Der vergessene Baustoff
Stein ist schön und ökologisch und kann sehr viel Beton ersetzen.
Jeder kennt einen Steinmetz. Er trägt weiss-blau gestreifte Hosen und ist als Kind in einen Kessel mit Zaubertrank gefallen. Doch wozu Steinmetze fähig sind, neben Fassaden, Küchenabdeckungen und Hinkelsteinen, ist in der Baubranche weitgehend vergessen gegangen. In strukturell tragender Funktion kommt Stein in neuen Gebäuden kaum mehr vor.
Dabei ist Stein hochmodern – seit Jahrtausenden. Die Steinmetze der Antike nahmen die moderne Fertigbauweise vorweg. Sie bauten ihre Tempel aus vorgefertigten Steinrädern, die sie auf der Baustelle zu Säulen stapelten.
Die Griechen perfektionierten die vorindustrielle Serienproduktion von Steinprodukten. Sie stapelten die Säulen ihrer Tempel aus vorgefertigten Steinelementen aufeinander. In den Ruinen von Selinunt auf Sizilien ist das deutlich erkennbar, ebenso wie die Löcher, in denen mit Holzkeilen Haken eingehängt wurden, um die Steine mittels Seilzügen an ihren Platz zu hieven.
Dank dem Bau des Canal du Midi in Südfrankreich im 17. Jahrhundert wurden vorproduzierte Brücken fixfertig nach Paris geliefert – jeder Stein markiert, zusammenbauen, fertig. Zu besonderer Meisterschaft brachten es britische Leuchtturmbauer. «Fastnet Lighthouse» am südlichsten Punkt Irlands wurde zwischen 1897 und 1904 gebaut, aus präzise geschnittenen Granitklötzen, die mit Schwalbenschwanzprofilen ineinandergreifen. Sie machen den Turm zu einem einzigen grossen Monolithen.
Mit modernen Maschinen lassen sich grössere, präzisere Blöcke direkt im Steinbruch zuschneiden.
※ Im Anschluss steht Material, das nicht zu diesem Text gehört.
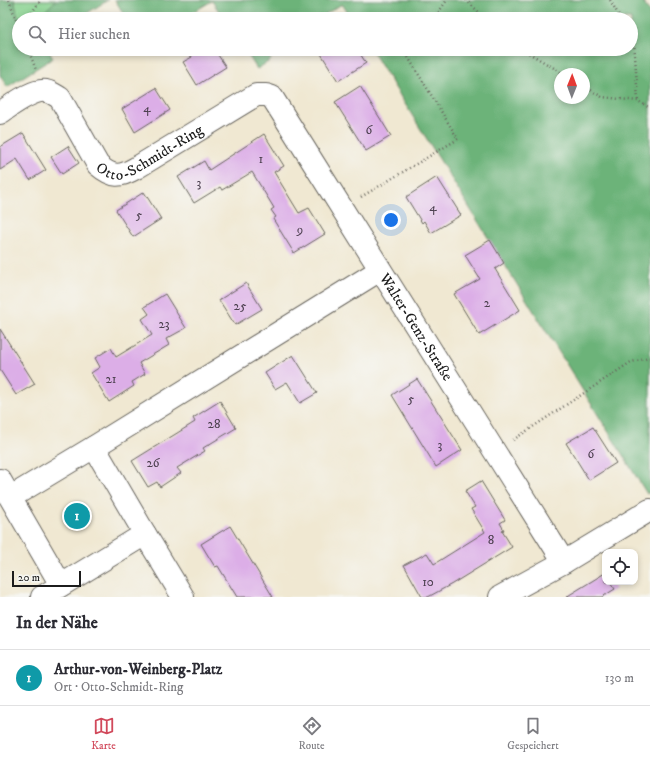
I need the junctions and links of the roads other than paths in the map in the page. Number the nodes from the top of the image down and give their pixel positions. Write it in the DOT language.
graph roads {
  1 [pos="266,94"];
  2 [pos="0,113"];
  3 [pos="380,270"];
  4 [pos="94,447"];
  5 [pos="5,488"];
  6 [pos="650,510"];
  7 [pos="145,534"];
  8 [pos="564,562"];
  9 [pos="61,585"];
  10 [pos="42,597"];
  11 [pos="184,597"];
  12 [pos="500,597"];
  1 -- 2 [label="street, Otto-Schmidt-Ring"];
  1 -- 3 [label="street, Walter-Genz-Straße"];
  3 -- 4 [label="street"];
  3 -- 8 [label="street, Walter-Genz-Straße"];
  4 -- 5 [label="street"];
  4 -- 7 [label="street"];
  5 -- 9 [label="street"];
  6 -- 8 [label="street"];
  7 -- 9 [label="street"];
  7 -- 11 [label="street"];
  8 -- 12 [label="street"];
  9 -- 10 [label="street"];
}
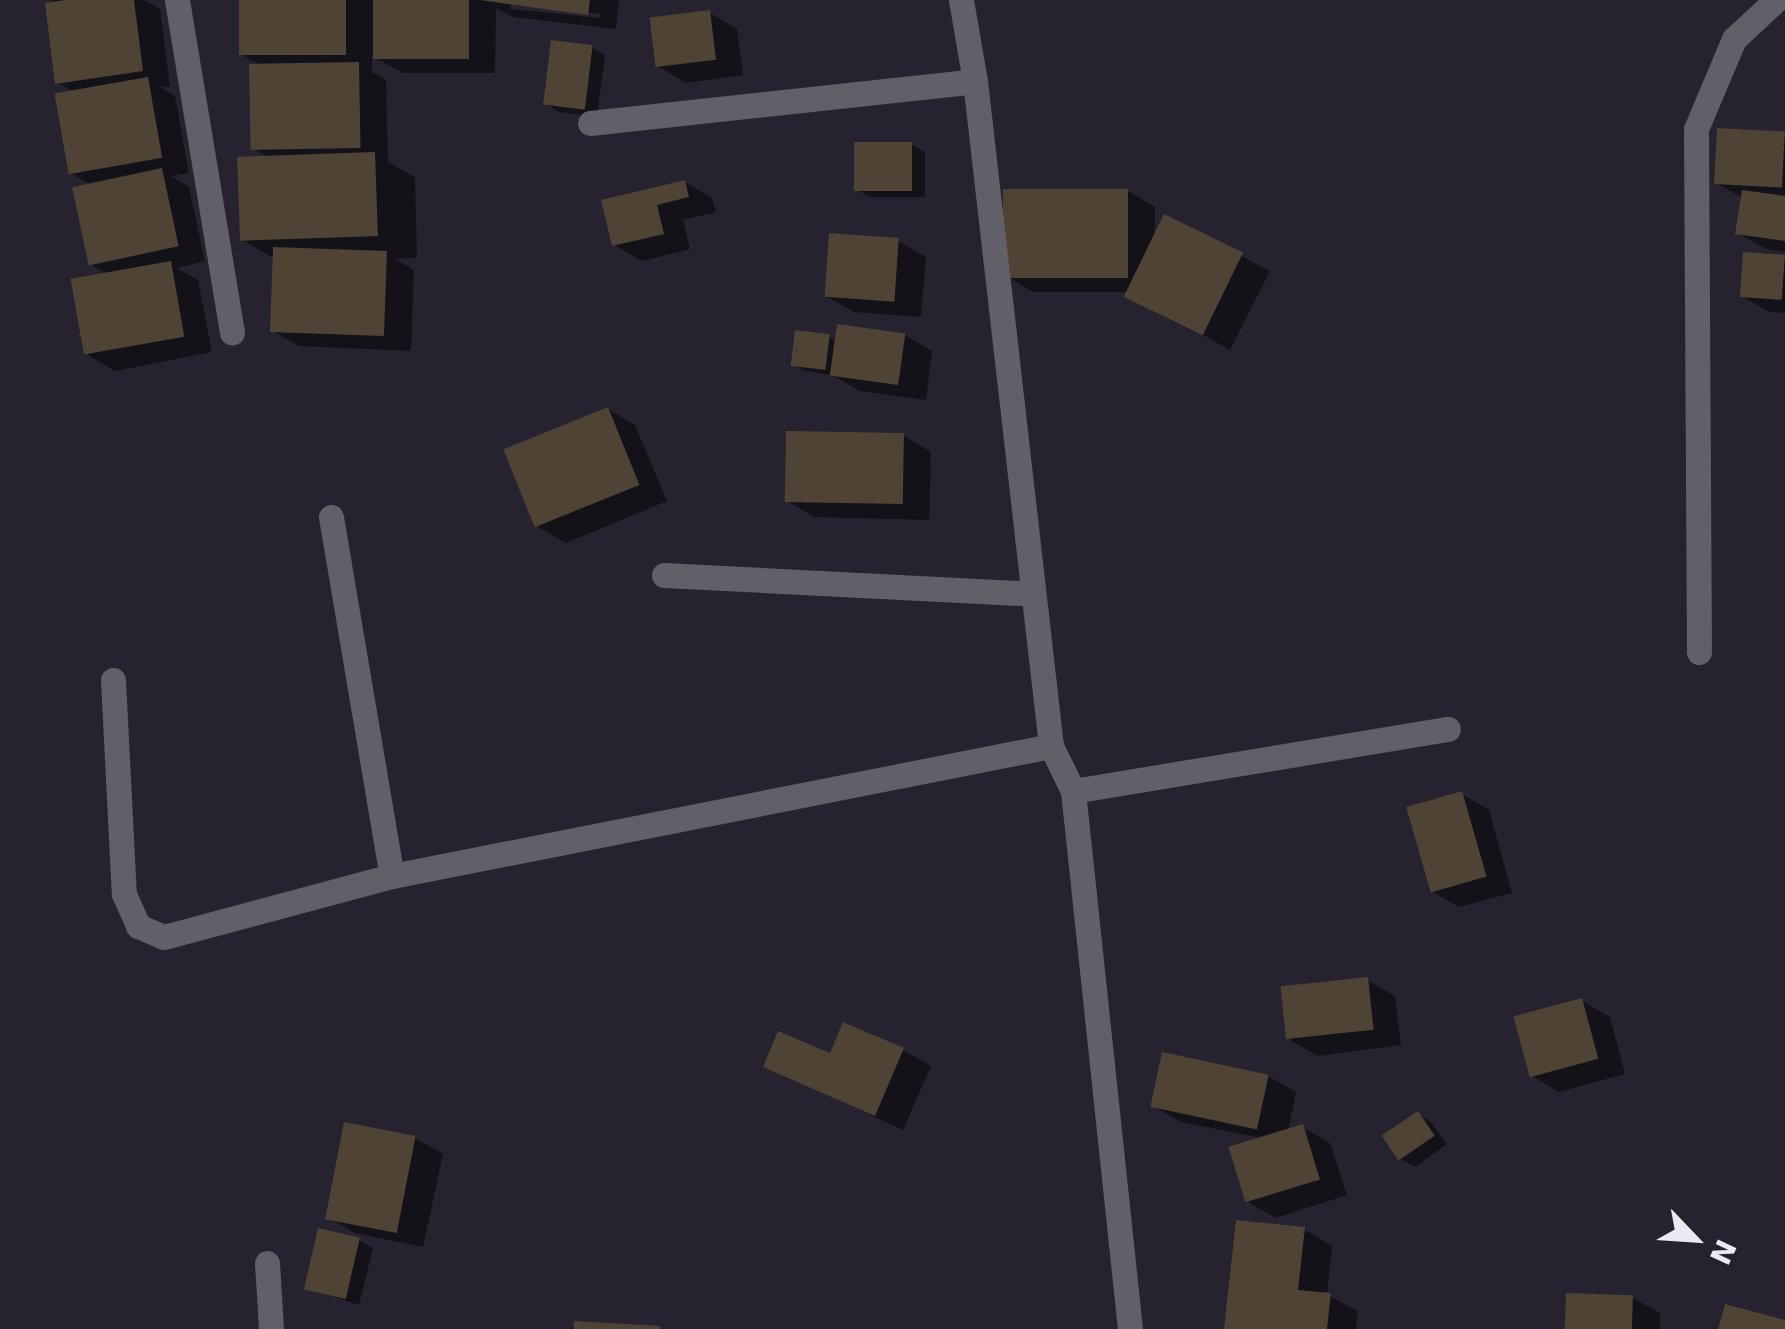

Das Resultat sind spektakuläre Bauten, in denen der Stein sehr viel Beton ersetzt. Das ist dauerhafter und viel ökologischer. Fürs Zusägen und für den Transport des Steins werden rund 85 Prozent weniger Treibhausgase emittiert als bei der Betonproduktion. Führend in dieser neu-alten Technik sind französische Steinbrüche. Obelix wäre stolz darauf. Zur Ausbildung seiner Kollegen gehört auch das Wissen über strukturelle Eigenschaften des Steins. Frankreichs Steinbrüche geben ihren Produkten deshalb Festigkeitszertifikate mit. Das macht es für Architekten viel einfacher, ihre neuen Steingebäude richtig zu dimensionieren. Willkommen in der neuen Steinzeit, beim Teutates!